I've since completely unplugged the power, disconnected all the HDMI cables, reconnected the HDMI cables, and finally plugged the power back in. I haven't had any issues since, but, it's only been a day since doing that. I bought this receiver less than a month ago.

Any thoughts on what's going on?


----------



## jimmie57 (Jun 26, 2010)

cenastyle said:


> I recently upgraded my HT receiver to the STR-DH770 because I needed 4K passthru. In the past 3 days, I've had 2 issues happen that I was looking for some insight on.
> 
> 1. After turning on my satellite receiver, I got no picture on the TV. I turned on the receiver to ensure it was set to the correct input and it was. I tried turning off the receiver and turning it back on. Didn't work. I then turned on all my other components that are hooked up to the 770 and tried cycling thru all the inputs. Nothing. I unplugged the HDMI out to the TV and plugged it back in, but that didn't help. Just the same blank screen. I then realized I wasn't getting any sound out of my surround speakers on any input with 4 different devices playing that I was cycling they. Even if there was an issue with the HDMI out to the TV, I still should have gotten sound to the speakers.
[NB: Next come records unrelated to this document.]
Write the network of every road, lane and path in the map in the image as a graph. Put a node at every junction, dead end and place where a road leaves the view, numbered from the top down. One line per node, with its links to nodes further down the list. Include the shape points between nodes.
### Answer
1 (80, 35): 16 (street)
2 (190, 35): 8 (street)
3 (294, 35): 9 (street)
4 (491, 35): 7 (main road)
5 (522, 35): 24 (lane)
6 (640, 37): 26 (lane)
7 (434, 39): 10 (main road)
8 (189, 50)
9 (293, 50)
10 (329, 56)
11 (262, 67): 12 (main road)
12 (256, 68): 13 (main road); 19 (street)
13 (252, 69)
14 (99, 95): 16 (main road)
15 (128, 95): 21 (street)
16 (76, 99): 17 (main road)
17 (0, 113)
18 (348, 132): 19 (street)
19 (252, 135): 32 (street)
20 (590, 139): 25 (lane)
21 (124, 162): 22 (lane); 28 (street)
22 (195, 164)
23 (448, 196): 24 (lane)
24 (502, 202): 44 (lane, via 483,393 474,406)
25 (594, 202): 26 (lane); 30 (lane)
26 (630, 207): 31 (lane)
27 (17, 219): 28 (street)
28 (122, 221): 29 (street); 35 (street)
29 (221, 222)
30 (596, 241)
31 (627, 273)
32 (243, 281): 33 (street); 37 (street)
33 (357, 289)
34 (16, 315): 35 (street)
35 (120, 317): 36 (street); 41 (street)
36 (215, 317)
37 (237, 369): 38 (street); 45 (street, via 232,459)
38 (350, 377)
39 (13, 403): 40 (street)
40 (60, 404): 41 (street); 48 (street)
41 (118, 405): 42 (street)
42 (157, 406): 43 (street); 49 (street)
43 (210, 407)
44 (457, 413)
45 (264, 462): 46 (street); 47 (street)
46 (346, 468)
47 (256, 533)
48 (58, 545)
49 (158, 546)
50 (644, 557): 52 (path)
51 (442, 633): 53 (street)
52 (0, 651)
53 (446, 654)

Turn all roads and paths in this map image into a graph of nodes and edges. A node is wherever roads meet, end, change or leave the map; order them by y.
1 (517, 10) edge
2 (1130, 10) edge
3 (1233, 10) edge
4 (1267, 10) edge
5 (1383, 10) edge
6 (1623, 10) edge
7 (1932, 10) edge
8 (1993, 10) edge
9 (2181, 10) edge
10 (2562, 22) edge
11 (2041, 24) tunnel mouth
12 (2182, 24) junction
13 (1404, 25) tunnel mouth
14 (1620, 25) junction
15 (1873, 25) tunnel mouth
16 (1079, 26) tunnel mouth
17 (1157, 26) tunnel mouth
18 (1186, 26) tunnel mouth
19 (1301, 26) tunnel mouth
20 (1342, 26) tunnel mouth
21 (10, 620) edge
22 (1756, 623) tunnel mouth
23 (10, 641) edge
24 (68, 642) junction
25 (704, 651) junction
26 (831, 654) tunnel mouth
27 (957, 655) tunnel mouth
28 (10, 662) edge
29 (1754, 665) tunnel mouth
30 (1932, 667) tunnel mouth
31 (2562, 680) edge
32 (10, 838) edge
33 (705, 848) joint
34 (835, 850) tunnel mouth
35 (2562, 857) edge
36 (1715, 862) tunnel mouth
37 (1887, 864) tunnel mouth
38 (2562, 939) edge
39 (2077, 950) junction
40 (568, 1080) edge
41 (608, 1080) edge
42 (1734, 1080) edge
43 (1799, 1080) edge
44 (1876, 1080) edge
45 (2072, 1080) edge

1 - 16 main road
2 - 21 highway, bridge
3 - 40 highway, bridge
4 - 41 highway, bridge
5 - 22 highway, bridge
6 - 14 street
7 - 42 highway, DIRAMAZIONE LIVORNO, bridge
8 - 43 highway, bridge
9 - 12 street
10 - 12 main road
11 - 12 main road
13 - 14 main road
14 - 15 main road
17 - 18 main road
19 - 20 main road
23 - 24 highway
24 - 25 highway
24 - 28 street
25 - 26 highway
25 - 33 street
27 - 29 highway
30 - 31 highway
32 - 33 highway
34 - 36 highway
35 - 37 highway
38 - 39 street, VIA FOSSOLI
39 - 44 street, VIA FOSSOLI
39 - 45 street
Finally, I unplugged the power to the 770, plugged it back in, and the picture immediately came on. Surround speakers were working again, too.
> 
> ...


This article says basically what you have done already.
SONY | eSupport - There is no picture when using an HDMI connection.


----------



## Rich (Feb 22, 2007)

cenastyle said:


> I recently upgraded my HT receiver to the STR-DH770 because I needed 4K passthru. In the past 3 days, I've had 2 issues happen that I was looking for some insight on.
> 
> 1. After turning on my satellite receiver, I got no picture on the TV. I turned on the receiver to ensure it was set to the correct input and it was. I tried turning off the receiver and turning it back on. Didn't work. I then turned on all my other components that are hooked up to the 770 and tried cycling thru all the inputs. Nothing. I unplugged the HDMI out to the TV and plugged it back in, but that didn't help. Just the same blank screen. I then realized I wasn't getting any sound out of my surround speakers on any input with 4 different devices playing that I was cycling they. Even if there was an issue with the HDMI out to the TV, I still should have gotten sound to the speakers. Finally, I unplugged the power to the 770, plugged it back in, and the picture immediately came on. Surround speakers were working again, too.
> 
> ...


What TV set do you have? I had a Sony 1010 hooked up to a Samsung 4K TV, a JS8500 and the Sony and Sammy thing didn't work out well. Nearly drove me nuts.

Rich


----------



## MysteryMan (May 17, 2010)

Sony receivers have three Pass Through settings (Off, On, Auto). Make sure the pass through setting is set to On. The Auto setting is a power saving feature that causes a signal delay while the AVR is powering up that can sometimes cause the issue you're experiencing.


----------